---------- INPUT FOR THIS TASK

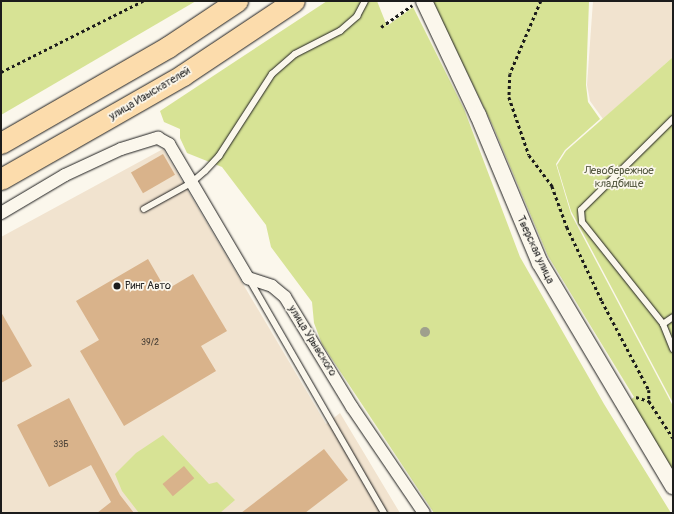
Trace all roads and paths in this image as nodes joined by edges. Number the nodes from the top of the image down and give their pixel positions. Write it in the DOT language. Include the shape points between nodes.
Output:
graph roads {
  1 [pos="143,1"];
  2 [pos="238,1"];
  3 [pos="294,1"];
  4 [pos="365,1"];
  5 [pos="541,1"];
  6 [pos="419,2"];
  7 [pos="381,27"];
  8 [pos="1,72"];
  9 [pos="673,119"];
  10 [pos="1,143"];
  11 [pos="1,179"];
  12 [pos="191,183"];
  13 [pos="144,209"];
  14 [pos="1,213"];
  15 [pos="248,278"];
  16 [pos="673,316"];
  17 [pos="663,324"];
  18 [pos="673,349"];
  19 [pos="633,396"];
  20 [pos="649,401"];
  21 [pos="673,438"];
  22 [pos="673,486"];
  23 [pos="384,513"];
  24 [pos="424,513"];
  1 -- 8 [label="path"];
  2 -- 10 [label="highway" via="168,47"];
  3 -- 11 [label="highway, улица Изыскателей" via="183,74"];
  4 -- 12 [label="lane" via="357,16 340,31 295,54 272,74 219,156"];
  5 -- 20 [label="path" via="510,74 509,97 529,155 552,186 567,227 602,301 649,390"];
  6 -- 7 [label="path"];
  6 -- 22 [label="street, Тверская улица" via="478,115 540,263"];
  9 -- 17 [label="lane" via="581,210 582,222"];
  12 -- 13 [label="lane"];
  12 -- 14 [label="street" via="169,144 158,138 121,149 65,175"];
  12 -- 15 [label="street"];
  15 -- 23 [label="lane"];
  15 -- 24 [label="street, улица Урывского" via="272,286 285,298 352,407"];
  16 -- 17 [label="lane"];
  17 -- 18 [label="lane"];
  19 -- 20 [label="path"];
  20 -- 21 [label="path"];
}
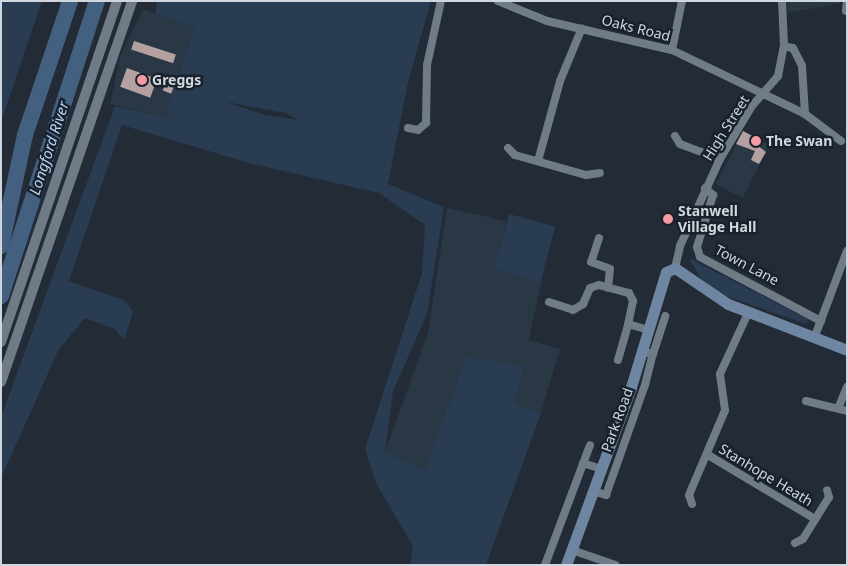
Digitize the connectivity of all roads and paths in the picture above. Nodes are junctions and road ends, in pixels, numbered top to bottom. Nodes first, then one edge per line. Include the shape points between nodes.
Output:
1 (117, 1) edge
2 (132, 1) edge
3 (441, 1) edge
4 (498, 1) edge
5 (682, 1) edge
6 (782, 1) edge
7 (847, 1) edge
8 (846, 11) edge
9 (582, 28) junction
10 (784, 46) junction
11 (672, 50) junction
12 (762, 95) junction
13 (805, 114) junction
14 (408, 128) dead end
15 (675, 136) dead end
16 (841, 141) dead end
17 (508, 148) dead end
18 (720, 159) junction
19 (538, 161) junction
20 (600, 173) dead end
21 (705, 188) junction
22 (599, 238) dead end
23 (847, 251) edge
24 (675, 268) junction
25 (608, 288) junction
26 (549, 302) dead end
27 (749, 311) junction
28 (665, 316) dead end
29 (821, 321) junction
30 (628, 324) junction
31 (646, 329) junction
32 (815, 336) junction
33 (1, 342) edge
34 (847, 350) edge
35 (641, 351) junction
36 (653, 354) junction
37 (618, 360) dead end
38 (1, 382) edge
39 (847, 387) edge
40 (806, 401) dead end
41 (839, 406) junction
42 (847, 411) edge
43 (590, 445) dead end
44 (708, 455) junction
45 (583, 463) junction
46 (602, 469) junction
47 (827, 490) dead end
48 (593, 491) junction
49 (692, 504) dead end
50 (815, 519) junction
51 (795, 543) dead end
52 (572, 550) junction
53 (545, 565) edge
54 (566, 565) edge
55 (615, 565) edge

1 - 33 street
2 - 38 street
3 - 14 street via 427,65 426,123 418,130
4 - 9 street, Oaks Road via 528,16
5 - 11 street
6 - 10 street, High Street
7 - 8 street
9 - 11 street, Oaks Road
9 - 19 street via 560,81
10 - 12 street, High Street via 778,76
10 - 13 street via 793,48 802,66
11 - 12 street, Oaks Road via 746,82
12 - 13 street, Oaks Road
12 - 18 street, High Street
13 - 16 street, Oaks Road
15 - 18 street via 680,144
17 - 19 street
18 - 21 street, High Street
19 - 20 street via 586,176
21 - 24 street, High Street via 680,246
21 - 29 street, Town Lane via 713,195 697,247 700,257
22 - 25 street via 591,262 610,269
23 - 29 street
24 - 27 main road via 712,295
24 - 31 main road, Park Road via 661,282
25 - 26 street via 590,288 584,304 573,310
25 - 30 street via 629,293 633,301
27 - 32 main road
27 - 44 street, Stanhope Heath via 720,374 725,410
28 - 36 street
29 - 32 street
30 - 31 street
30 - 37 street
31 - 35 main road, Park Road
32 - 34 main road
35 - 36 street
35 - 46 main road, Park Road
36 - 48 street, Park Road via 606,495
39 - 41 street
40 - 41 street
41 - 42 street
43 - 45 street, Park Road
44 - 49 street via 689,495
44 - 50 street, Stanhope Heath
45 - 46 street, Park Road
45 - 53 street, Park Road
46 - 48 main road, Park Road
47 - 50 street via 829,497
48 - 52 main road, Park Road
50 - 51 street via 803,539
52 - 54 main road, Park Road
52 - 55 street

--------------------

§ YOUR INSTRUCTIONS
Your answer should be a precise transcript of the entries, minus the pictures.

§ YOUR SOLUTION
Trace all roads and paths in this image as nodes joined by edges. Number the nodes from the top of the image down and give their pixel positions. Write it in the DOT language. Include the shape points between nodes.
Output:
graph roads {
  1 [pos="143,1"];
  2 [pos="238,1"];
  3 [pos="294,1"];
  4 [pos="365,1"];
  5 [pos="541,1"];
  6 [pos="419,2"];
  7 [pos="381,27"];
  8 [pos="1,72"];
  9 [pos="673,119"];
  10 [pos="1,143"];
  11 [pos="1,179"];
  12 [pos="191,183"];
  13 [pos="144,209"];
  14 [pos="1,213"];
  15 [pos="248,278"];
  16 [pos="673,316"];
  17 [pos="663,324"];
  18 [pos="673,349"];
  19 [pos="633,396"];
  20 [pos="649,401"];
  21 [pos="673,438"];
  22 [pos="673,486"];
  23 [pos="384,513"];
  24 [pos="424,513"];
  1 -- 8 [label="path"];
  2 -- 10 [label="highway" via="168,47"];
  3 -- 11 [label="highway, улица Изыскателей" via="183,74"];
  4 -- 12 [label="lane" via="357,16 340,31 295,54 272,74 219,156"];
  5 -- 20 [label="path" via="510,74 509,97 529,155 552,186 567,227 602,301 649,390"];
  6 -- 7 [label="path"];
  6 -- 22 [label="street, Тверская улица" via="478,115 540,263"];
  9 -- 17 [label="lane" via="581,210 582,222"];
  12 -- 13 [label="lane"];
  12 -- 14 [label="street" via="169,144 158,138 121,149 65,175"];
  12 -- 15 [label="street"];
  15 -- 23 [label="lane"];
  15 -- 24 [label="street, улица Урывского" via="272,286 285,298 352,407"];
  16 -- 17 [label="lane"];
  17 -- 18 [label="lane"];
  19 -- 20 [label="path"];
  20 -- 21 [label="path"];
}
Digitize the connectivity of all roads and paths in the picture above. Nodes are junctions and road ends, in pixels, numbered top to bottom. Nodes first, then one edge per line. Include the shape points between nodes.
Output:
1 (117, 1) edge
2 (132, 1) edge
3 (441, 1) edge
4 (498, 1) edge
5 (682, 1) edge
6 (782, 1) edge
7 (847, 1) edge
8 (846, 11) edge
9 (582, 28) junction
10 (784, 46) junction
11 (672, 50) junction
12 (762, 95) junction
13 (805, 114) junction
14 (408, 128) dead end
15 (675, 136) dead end
16 (841, 141) dead end
17 (508, 148) dead end
18 (720, 159) junction
19 (538, 161) junction
20 (600, 173) dead end
21 (705, 188) junction
22 (599, 238) dead end
23 (847, 251) edge
24 (675, 268) junction
25 (608, 288) junction
26 (549, 302) dead end
27 (749, 311) junction
28 (665, 316) dead end
29 (821, 321) junction
30 (628, 324) junction
31 (646, 329) junction
32 (815, 336) junction
33 (1, 342) edge
34 (847, 350) edge
35 (641, 351) junction
36 (653, 354) junction
37 (618, 360) dead end
38 (1, 382) edge
39 (847, 387) edge
40 (806, 401) dead end
41 (839, 406) junction
42 (847, 411) edge
43 (590, 445) dead end
44 (708, 455) junction
45 (583, 463) junction
46 (602, 469) junction
47 (827, 490) dead end
48 (593, 491) junction
49 (692, 504) dead end
50 (815, 519) junction
51 (795, 543) dead end
52 (572, 550) junction
53 (545, 565) edge
54 (566, 565) edge
55 (615, 565) edge

1 - 33 street
2 - 38 street
3 - 14 street via 427,65 426,123 418,130
4 - 9 street, Oaks Road via 528,16
5 - 11 street
6 - 10 street, High Street
7 - 8 street
9 - 11 street, Oaks Road
9 - 19 street via 560,81
10 - 12 street, High Street via 778,76
10 - 13 street via 793,48 802,66
11 - 12 street, Oaks Road via 746,82
12 - 13 street, Oaks Road
12 - 18 street, High Street
13 - 16 street, Oaks Road
15 - 18 street via 680,144
17 - 19 street
18 - 21 street, High Street
19 - 20 street via 586,176
21 - 24 street, High Street via 680,246
21 - 29 street, Town Lane via 713,195 697,247 700,257
22 - 25 street via 591,262 610,269
23 - 29 street
24 - 27 main road via 712,295
24 - 31 main road, Park Road via 661,282
25 - 26 street via 590,288 584,304 573,310
25 - 30 street via 629,293 633,301
27 - 32 main road
27 - 44 street, Stanhope Heath via 720,374 725,410
28 - 36 street
29 - 32 street
30 - 31 street
30 - 37 street
31 - 35 main road, Park Road
32 - 34 main road
35 - 36 street
35 - 46 main road, Park Road
36 - 48 street, Park Road via 606,495
39 - 41 street
40 - 41 street
41 - 42 street
43 - 45 street, Park Road
44 - 49 street via 689,495
44 - 50 street, Stanhope Heath
45 - 46 street, Park Road
45 - 53 street, Park Road
46 - 48 main road, Park Road
47 - 50 street via 829,497
48 - 52 main road, Park Road
50 - 51 street via 803,539
52 - 54 main road, Park Road
52 - 55 street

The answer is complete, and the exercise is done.